*Aim of the task*. The reply should consist of the entire listing, word for word.

*Data to process*.
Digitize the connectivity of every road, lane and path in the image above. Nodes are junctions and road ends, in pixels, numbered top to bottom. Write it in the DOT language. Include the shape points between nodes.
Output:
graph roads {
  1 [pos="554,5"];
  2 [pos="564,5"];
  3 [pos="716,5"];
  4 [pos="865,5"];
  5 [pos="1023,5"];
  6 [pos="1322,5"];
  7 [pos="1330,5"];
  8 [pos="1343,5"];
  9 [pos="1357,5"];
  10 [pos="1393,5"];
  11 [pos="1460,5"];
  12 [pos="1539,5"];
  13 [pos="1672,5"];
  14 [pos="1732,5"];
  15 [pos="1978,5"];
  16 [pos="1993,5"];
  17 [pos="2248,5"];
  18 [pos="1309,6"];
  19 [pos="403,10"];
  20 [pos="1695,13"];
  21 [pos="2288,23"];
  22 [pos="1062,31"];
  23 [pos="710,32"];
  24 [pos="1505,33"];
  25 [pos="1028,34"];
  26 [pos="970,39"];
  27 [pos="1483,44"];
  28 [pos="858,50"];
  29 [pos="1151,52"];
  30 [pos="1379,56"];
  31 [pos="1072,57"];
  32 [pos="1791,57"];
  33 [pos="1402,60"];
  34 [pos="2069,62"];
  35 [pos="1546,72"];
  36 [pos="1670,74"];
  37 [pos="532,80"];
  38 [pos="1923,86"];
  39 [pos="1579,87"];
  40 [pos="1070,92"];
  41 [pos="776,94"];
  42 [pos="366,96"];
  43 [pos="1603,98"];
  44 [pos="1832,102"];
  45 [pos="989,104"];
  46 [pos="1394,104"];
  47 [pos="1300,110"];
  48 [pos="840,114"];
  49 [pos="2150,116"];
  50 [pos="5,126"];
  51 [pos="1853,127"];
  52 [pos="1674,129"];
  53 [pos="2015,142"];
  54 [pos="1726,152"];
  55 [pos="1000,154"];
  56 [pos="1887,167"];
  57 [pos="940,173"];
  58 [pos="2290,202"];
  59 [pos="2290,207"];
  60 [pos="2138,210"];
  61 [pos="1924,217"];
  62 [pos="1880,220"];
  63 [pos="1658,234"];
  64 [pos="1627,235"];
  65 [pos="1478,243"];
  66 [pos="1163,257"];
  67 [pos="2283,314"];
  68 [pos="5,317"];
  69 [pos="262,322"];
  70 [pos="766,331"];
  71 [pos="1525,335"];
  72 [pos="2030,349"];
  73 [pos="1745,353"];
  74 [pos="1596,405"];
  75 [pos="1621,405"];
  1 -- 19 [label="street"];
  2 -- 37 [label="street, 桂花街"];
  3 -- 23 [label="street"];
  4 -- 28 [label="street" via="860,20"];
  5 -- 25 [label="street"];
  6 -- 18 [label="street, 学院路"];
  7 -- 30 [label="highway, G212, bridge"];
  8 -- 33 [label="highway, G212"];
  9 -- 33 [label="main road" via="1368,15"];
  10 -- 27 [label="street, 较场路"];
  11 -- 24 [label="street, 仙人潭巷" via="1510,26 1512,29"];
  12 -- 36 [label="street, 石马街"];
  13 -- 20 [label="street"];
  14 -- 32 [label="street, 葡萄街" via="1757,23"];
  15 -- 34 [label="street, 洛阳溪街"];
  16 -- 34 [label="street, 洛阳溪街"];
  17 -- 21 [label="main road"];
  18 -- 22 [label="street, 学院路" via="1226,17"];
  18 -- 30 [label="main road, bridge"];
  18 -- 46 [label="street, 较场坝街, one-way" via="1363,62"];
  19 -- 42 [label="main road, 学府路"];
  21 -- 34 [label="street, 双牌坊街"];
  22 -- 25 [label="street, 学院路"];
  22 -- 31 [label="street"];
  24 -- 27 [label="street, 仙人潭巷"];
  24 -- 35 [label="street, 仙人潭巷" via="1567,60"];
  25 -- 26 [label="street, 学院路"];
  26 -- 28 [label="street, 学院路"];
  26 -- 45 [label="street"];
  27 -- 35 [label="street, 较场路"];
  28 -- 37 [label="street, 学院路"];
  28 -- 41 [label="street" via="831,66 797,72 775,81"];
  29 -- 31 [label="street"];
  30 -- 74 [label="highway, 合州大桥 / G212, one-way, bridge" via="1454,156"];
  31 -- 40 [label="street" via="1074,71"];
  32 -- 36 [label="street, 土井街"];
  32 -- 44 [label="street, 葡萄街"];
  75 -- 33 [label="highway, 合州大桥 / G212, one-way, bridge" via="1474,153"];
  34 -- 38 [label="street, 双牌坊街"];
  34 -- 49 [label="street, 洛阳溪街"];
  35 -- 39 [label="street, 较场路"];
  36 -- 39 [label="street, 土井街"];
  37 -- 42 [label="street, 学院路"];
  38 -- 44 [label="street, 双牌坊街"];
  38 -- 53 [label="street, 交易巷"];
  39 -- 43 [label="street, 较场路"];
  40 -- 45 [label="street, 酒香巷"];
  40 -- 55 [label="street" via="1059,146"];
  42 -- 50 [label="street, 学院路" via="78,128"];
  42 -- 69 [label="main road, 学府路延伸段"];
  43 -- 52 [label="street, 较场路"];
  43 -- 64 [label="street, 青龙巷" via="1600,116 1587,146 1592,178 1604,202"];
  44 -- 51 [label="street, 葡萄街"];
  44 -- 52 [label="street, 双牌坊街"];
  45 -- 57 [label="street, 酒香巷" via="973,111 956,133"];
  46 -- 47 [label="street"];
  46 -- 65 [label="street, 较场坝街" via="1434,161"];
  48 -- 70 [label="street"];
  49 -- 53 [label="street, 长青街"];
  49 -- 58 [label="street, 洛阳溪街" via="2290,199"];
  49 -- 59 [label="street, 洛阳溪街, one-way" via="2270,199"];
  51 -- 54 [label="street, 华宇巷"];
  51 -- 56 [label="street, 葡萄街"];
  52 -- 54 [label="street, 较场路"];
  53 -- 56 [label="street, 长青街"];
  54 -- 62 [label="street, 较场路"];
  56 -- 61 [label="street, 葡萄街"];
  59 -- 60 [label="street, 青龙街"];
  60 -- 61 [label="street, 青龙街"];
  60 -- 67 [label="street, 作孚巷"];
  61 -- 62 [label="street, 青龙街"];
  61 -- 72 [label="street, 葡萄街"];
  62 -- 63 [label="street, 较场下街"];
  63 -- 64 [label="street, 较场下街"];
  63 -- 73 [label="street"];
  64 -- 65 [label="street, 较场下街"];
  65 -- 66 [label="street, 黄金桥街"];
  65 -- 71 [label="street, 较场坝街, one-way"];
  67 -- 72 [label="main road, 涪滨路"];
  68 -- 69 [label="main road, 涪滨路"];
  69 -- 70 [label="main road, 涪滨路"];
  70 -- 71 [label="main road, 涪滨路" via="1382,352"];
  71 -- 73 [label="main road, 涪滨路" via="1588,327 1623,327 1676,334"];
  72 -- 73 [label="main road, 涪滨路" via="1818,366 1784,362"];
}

*Expected answer*.
Digitize the connectivity of every road, lane and path in the image above. Nodes are junctions and road ends, in pixels, numbered top to bottom. Write it in the DOT language. Include the shape points between nodes.
Output:
graph roads {
  1 [pos="554,5"];
  2 [pos="564,5"];
  3 [pos="716,5"];
  4 [pos="865,5"];
  5 [pos="1023,5"];
  6 [pos="1322,5"];
  7 [pos="1330,5"];
  8 [pos="1343,5"];
  9 [pos="1357,5"];
  10 [pos="1393,5"];
  11 [pos="1460,5"];
  12 [pos="1539,5"];
  13 [pos="1672,5"];
  14 [pos="1732,5"];
  15 [pos="1978,5"];
  16 [pos="1993,5"];
  17 [pos="2248,5"];
  18 [pos="1309,6"];
  19 [pos="403,10"];
  20 [pos="1695,13"];
  21 [pos="2288,23"];
  22 [pos="1062,31"];
  23 [pos="710,32"];
  24 [pos="1505,33"];
  25 [pos="1028,34"];
  26 [pos="970,39"];
  27 [pos="1483,44"];
  28 [pos="858,50"];
  29 [pos="1151,52"];
  30 [pos="1379,56"];
  31 [pos="1072,57"];
  32 [pos="1791,57"];
  33 [pos="1402,60"];
  34 [pos="2069,62"];
  35 [pos="1546,72"];
  36 [pos="1670,74"];
  37 [pos="532,80"];
  38 [pos="1923,86"];
  39 [pos="1579,87"];
  40 [pos="1070,92"];
  41 [pos="776,94"];
  42 [pos="366,96"];
  43 [pos="1603,98"];
  44 [pos="1832,102"];
  45 [pos="989,104"];
  46 [pos="1394,104"];
  47 [pos="1300,110"];
  48 [pos="840,114"];
  49 [pos="2150,116"];
  50 [pos="5,126"];
  51 [pos="1853,127"];
  52 [pos="1674,129"];
  53 [pos="2015,142"];
  54 [pos="1726,152"];
  55 [pos="1000,154"];
  56 [pos="1887,167"];
  57 [pos="940,173"];
  58 [pos="2290,202"];
  59 [pos="2290,207"];
  60 [pos="2138,210"];
  61 [pos="1924,217"];
  62 [pos="1880,220"];
  63 [pos="1658,234"];
  64 [pos="1627,235"];
  65 [pos="1478,243"];
  66 [pos="1163,257"];
  67 [pos="2283,314"];
  68 [pos="5,317"];
  69 [pos="262,322"];
  70 [pos="766,331"];
  71 [pos="1525,335"];
  72 [pos="2030,349"];
  73 [pos="1745,353"];
  74 [pos="1596,405"];
  75 [pos="1621,405"];
  1 -- 19 [label="street"];
  2 -- 37 [label="street, 桂花街"];
  3 -- 23 [label="street"];
  4 -- 28 [label="street" via="860,20"];
  5 -- 25 [label="street"];
  6 -- 18 [label="street, 学院路"];
  7 -- 30 [label="highway, G212, bridge"];
  8 -- 33 [label="highway, G212"];
  9 -- 33 [label="main road" via="1368,15"];
  10 -- 27 [label="street, 较场路"];
  11 -- 24 [label="street, 仙人潭巷" via="1510,26 1512,29"];
  12 -- 36 [label="street, 石马街"];
  13 -- 20 [label="street"];
  14 -- 32 [label="street, 葡萄街" via="1757,23"];
  15 -- 34 [label="street, 洛阳溪街"];
  16 -- 34 [label="street, 洛阳溪街"];
  17 -- 21 [label="main road"];
  18 -- 22 [label="street, 学院路" via="1226,17"];
  18 -- 30 [label="main road, bridge"];
  18 -- 46 [label="street, 较场坝街, one-way" via="1363,62"];
  19 -- 42 [label="main road, 学府路"];
  21 -- 34 [label="street, 双牌坊街"];
  22 -- 25 [label="street, 学院路"];
  22 -- 31 [label="street"];
  24 -- 27 [label="street, 仙人潭巷"];
  24 -- 35 [label="street, 仙人潭巷" via="1567,60"];
  25 -- 26 [label="street, 学院路"];
  26 -- 28 [label="street, 学院路"];
  26 -- 45 [label="street"];
  27 -- 35 [label="street, 较场路"];
  28 -- 37 [label="street, 学院路"];
  28 -- 41 [label="street" via="831,66 797,72 775,81"];
  29 -- 31 [label="street"];
  30 -- 74 [label="highway, 合州大桥 / G212, one-way, bridge" via="1454,156"];
  31 -- 40 [label="street" via="1074,71"];
  32 -- 36 [label="street, 土井街"];
  32 -- 44 [label="street, 葡萄街"];
  75 -- 33 [label="highway, 合州大桥 / G212, one-way, bridge" via="1474,153"];
  34 -- 38 [label="street, 双牌坊街"];
  34 -- 49 [label="street, 洛阳溪街"];
  35 -- 39 [label="street, 较场路"];
  36 -- 39 [label="street, 土井街"];
  37 -- 42 [label="street, 学院路"];
  38 -- 44 [label="street, 双牌坊街"];
  38 -- 53 [label="street, 交易巷"];
  39 -- 43 [label="street, 较场路"];
  40 -- 45 [label="street, 酒香巷"];
  40 -- 55 [label="street" via="1059,146"];
  42 -- 50 [label="street, 学院路" via="78,128"];
  42 -- 69 [label="main road, 学府路延伸段"];
  43 -- 52 [label="street, 较场路"];
  43 -- 64 [label="street, 青龙巷" via="1600,116 1587,146 1592,178 1604,202"];
  44 -- 51 [label="street, 葡萄街"];
  44 -- 52 [label="street, 双牌坊街"];
  45 -- 57 [label="street, 酒香巷" via="973,111 956,133"];
  46 -- 47 [label="street"];
  46 -- 65 [label="street, 较场坝街" via="1434,161"];
  48 -- 70 [label="street"];
  49 -- 53 [label="street, 长青街"];
  49 -- 58 [label="street, 洛阳溪街" via="2290,199"];
  49 -- 59 [label="street, 洛阳溪街, one-way" via="2270,199"];
  51 -- 54 [label="street, 华宇巷"];
  51 -- 56 [label="street, 葡萄街"];
  52 -- 54 [label="street, 较场路"];
  53 -- 56 [label="street, 长青街"];
  54 -- 62 [label="street, 较场路"];
  56 -- 61 [label="street, 葡萄街"];
  59 -- 60 [label="street, 青龙街"];
  60 -- 61 [label="street, 青龙街"];
  60 -- 67 [label="street, 作孚巷"];
  61 -- 62 [label="street, 青龙街"];
  61 -- 72 [label="street, 葡萄街"];
  62 -- 63 [label="street, 较场下街"];
  63 -- 64 [label="street, 较场下街"];
  63 -- 73 [label="street"];
  64 -- 65 [label="street, 较场下街"];
  65 -- 66 [label="street, 黄金桥街"];
  65 -- 71 [label="street, 较场坝街, one-way"];
  67 -- 72 [label="main road, 涪滨路"];
  68 -- 69 [label="main road, 涪滨路"];
  69 -- 70 [label="main road, 涪滨路"];
  70 -- 71 [label="main road, 涪滨路" via="1382,352"];
  71 -- 73 [label="main road, 涪滨路" via="1588,327 1623,327 1676,334"];
  72 -- 73 [label="main road, 涪滨路" via="1818,366 1784,362"];
}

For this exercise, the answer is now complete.